16 million poultry slaughtered, a record in France

This is a new sad record. Since the start of the bird flu epizootic in November, 16 million poultry have been slaughtered in France, the Ministry of Agriculture said on Monday. “The epidemic peak was passed at the end of March and the epizootic is decelerating”, however noted the ministry.

Since the first case recorded in the north of France at the end of November, 1,364 farms have been contaminated by the virus, including 857 outbreaks recorded in Vendée and in the neighboring departments, where the authorities empty the farms via mass slaughter of sick animals but as healthy, preventively.
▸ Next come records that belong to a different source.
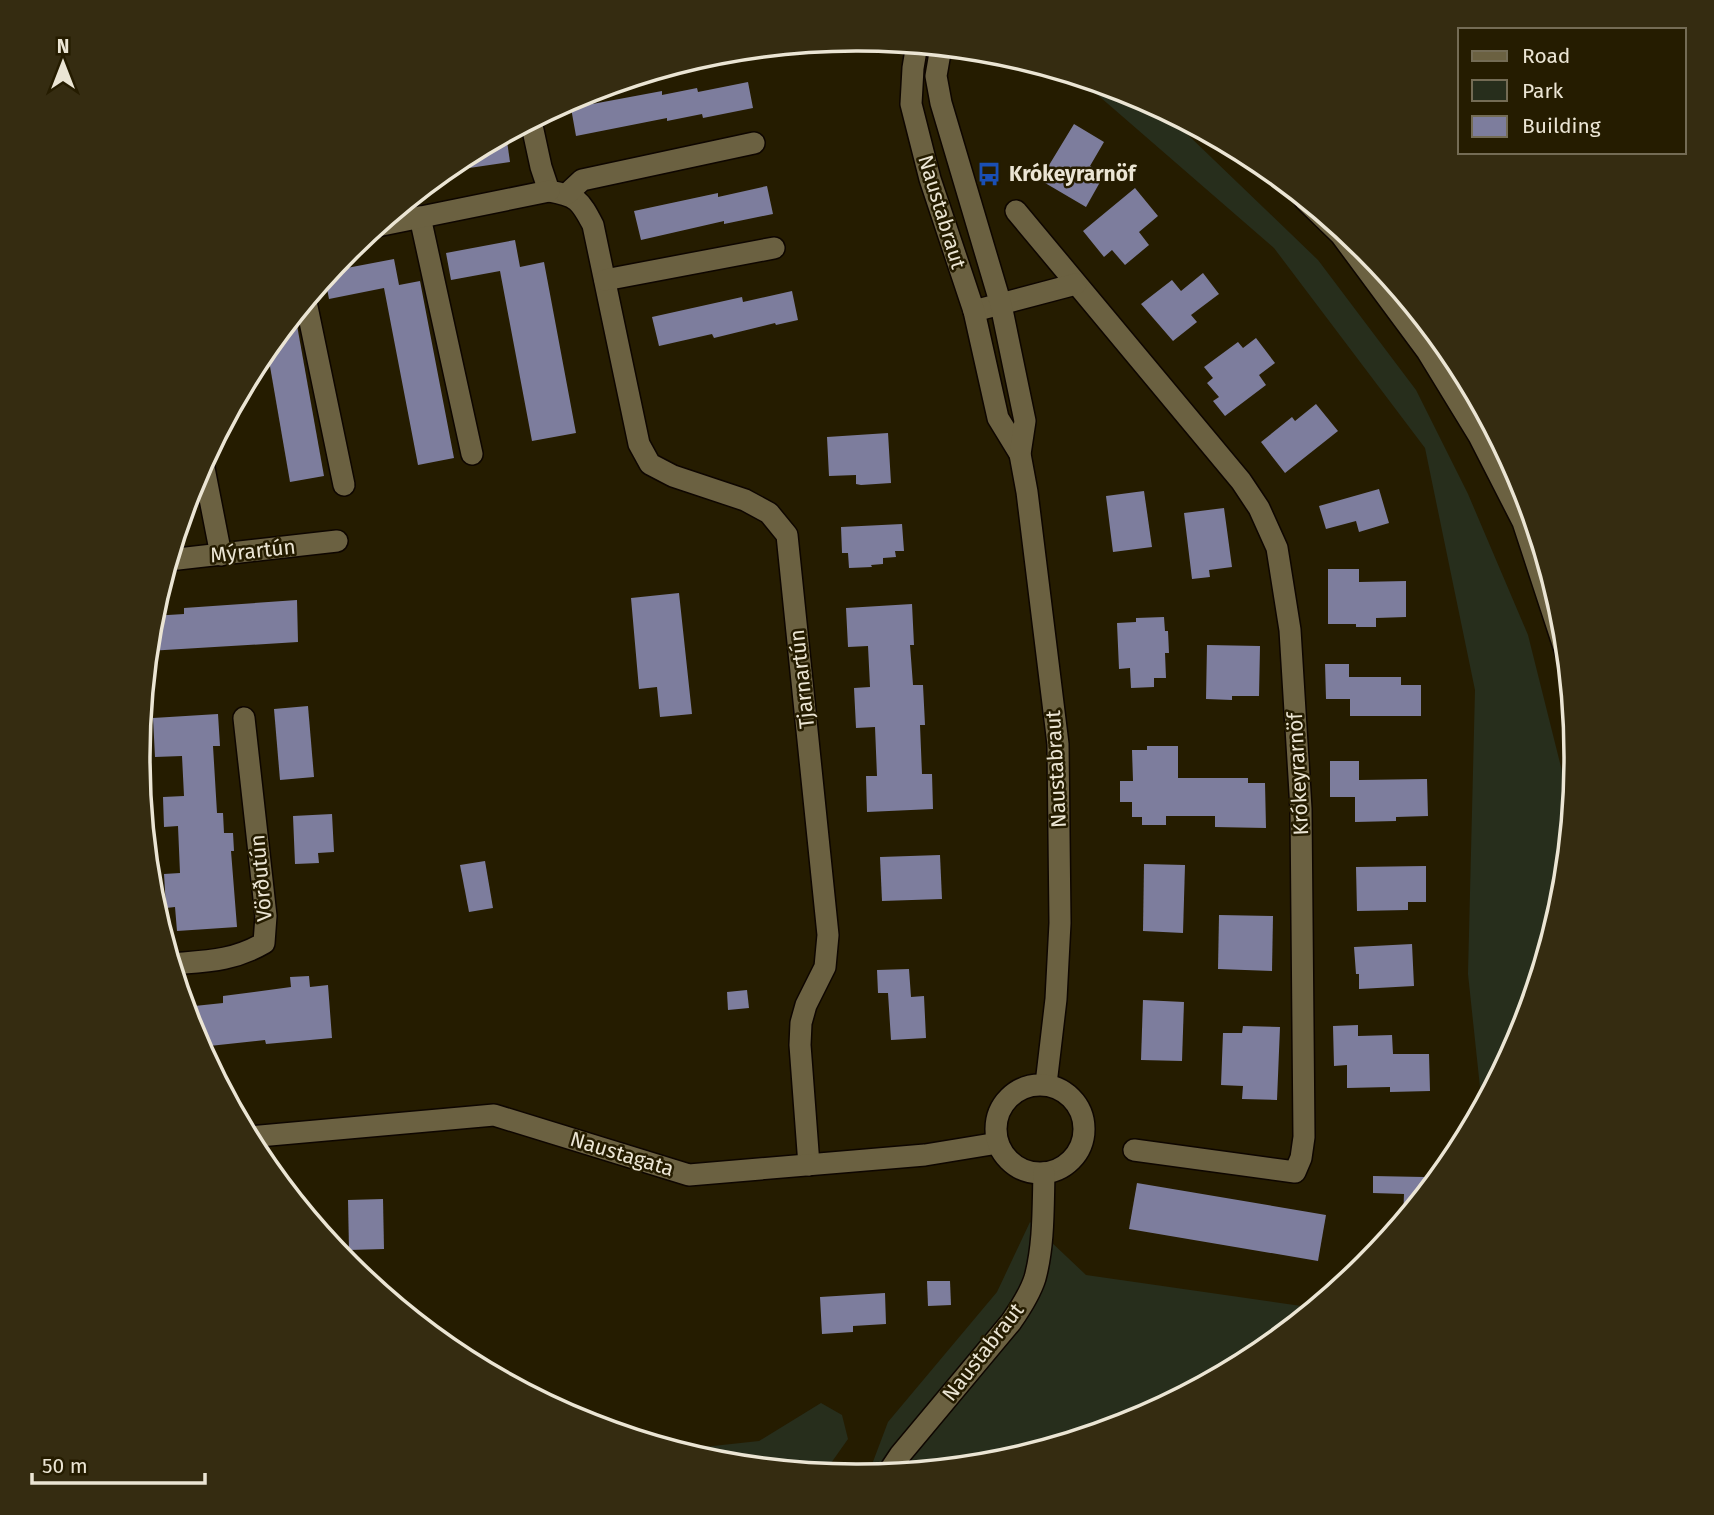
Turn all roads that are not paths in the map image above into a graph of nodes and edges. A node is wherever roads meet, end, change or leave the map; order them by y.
1 (915, 53) edge
2 (939, 56) edge
3 (533, 130) edge
4 (754, 144) dead end
5 (558, 192) junction
6 (1016, 211) dead end
7 (420, 217) junction
8 (396, 222) edge
9 (774, 248) dead end
10 (1363, 264) edge
11 (605, 280) junction
12 (1076, 284) junction
13 (1001, 305) junction
14 (974, 311) junction
15 (308, 313) edge
16 (472, 454) dead end
17 (1020, 454) junction
18 (207, 481) edge
19 (344, 485) dead end
20 (337, 541) dead end
21 (1533, 552) edge
22 (221, 555) junction
23 (179, 559) edge
24 (244, 718) dead end
25 (181, 963) edge
26 (1046, 1084) junction
27 (260, 1135) edge
28 (998, 1143) junction
29 (1134, 1150) dead end
30 (809, 1165) junction
31 (1044, 1173) junction
32 (895, 1463) edge

1 - 14 street, Naustabraut
2 - 13 street, Naustabraut
3 - 5 street, Tjarnartún
4 - 5 street
5 - 7 street
5 - 11 street, Tjarnartún
6 - 12 street, Krókeyrarnöf
7 - 8 street
7 - 16 street
9 - 11 street
10 - 21 street
11 - 30 street, Tjarnartún
12 - 13 street
12 - 29 street, Krókeyrarnöf
13 - 14 street
13 - 17 street, Naustabraut
14 - 17 street, Naustabraut
15 - 19 street
17 - 26 street, Naustabraut
18 - 22 street
20 - 22 street, Mýrartún
22 - 23 street, Mýrartún
24 - 25 street, Vörðutún
26 - 28 street
26 - 31 street
27 - 30 street, Naustagata
28 - 30 street, Naustagata
28 - 31 street
31 - 32 street, Naustabraut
Ordinarily, crises linked to avian influenza remain generally confined to the South-West, in particular to duck farms intended for the production of foie gras. Last year, nearly 500 outbreaks were recorded in farms and 3.5 million animals, mainly ducks, slaughtered. Avian influenza has a seasonal character. Transported by migrating birds from Asia, it usually begins to develop in October in Europe and continues until April.

A slow return to production

But for the first time, wild birds contaminated farms this year during their migration from southern countries, which led to a second wave, which is coming to an end. “It is especially the gallus – a variety of hen – which are affected”, indicates the ministry concerning this wave. Since November, avian flu has caused a loss “of around 6% of national egg production in a country that is 101% self-sufficient”, noted Loïc Coulombel, vice-president of the egg interprofession ( CNPO).

The price of eggs has already increased by 13% between February and March and by 63.3% between March 2021 and March 2022, due to a very sharp increase in the cost of production linked to the war in Ukraine, according to the index INSEE agricultural prices. The equivalent of the population of poultry slaughtered during the bird flu episode cannot be put back into production before next summer, say professionals in the sector. It will even be necessary to wait until the end of the year, or even the beginning of next year, to recover all of the lost production, provided that a new episode of avian flu does not break out in the fall.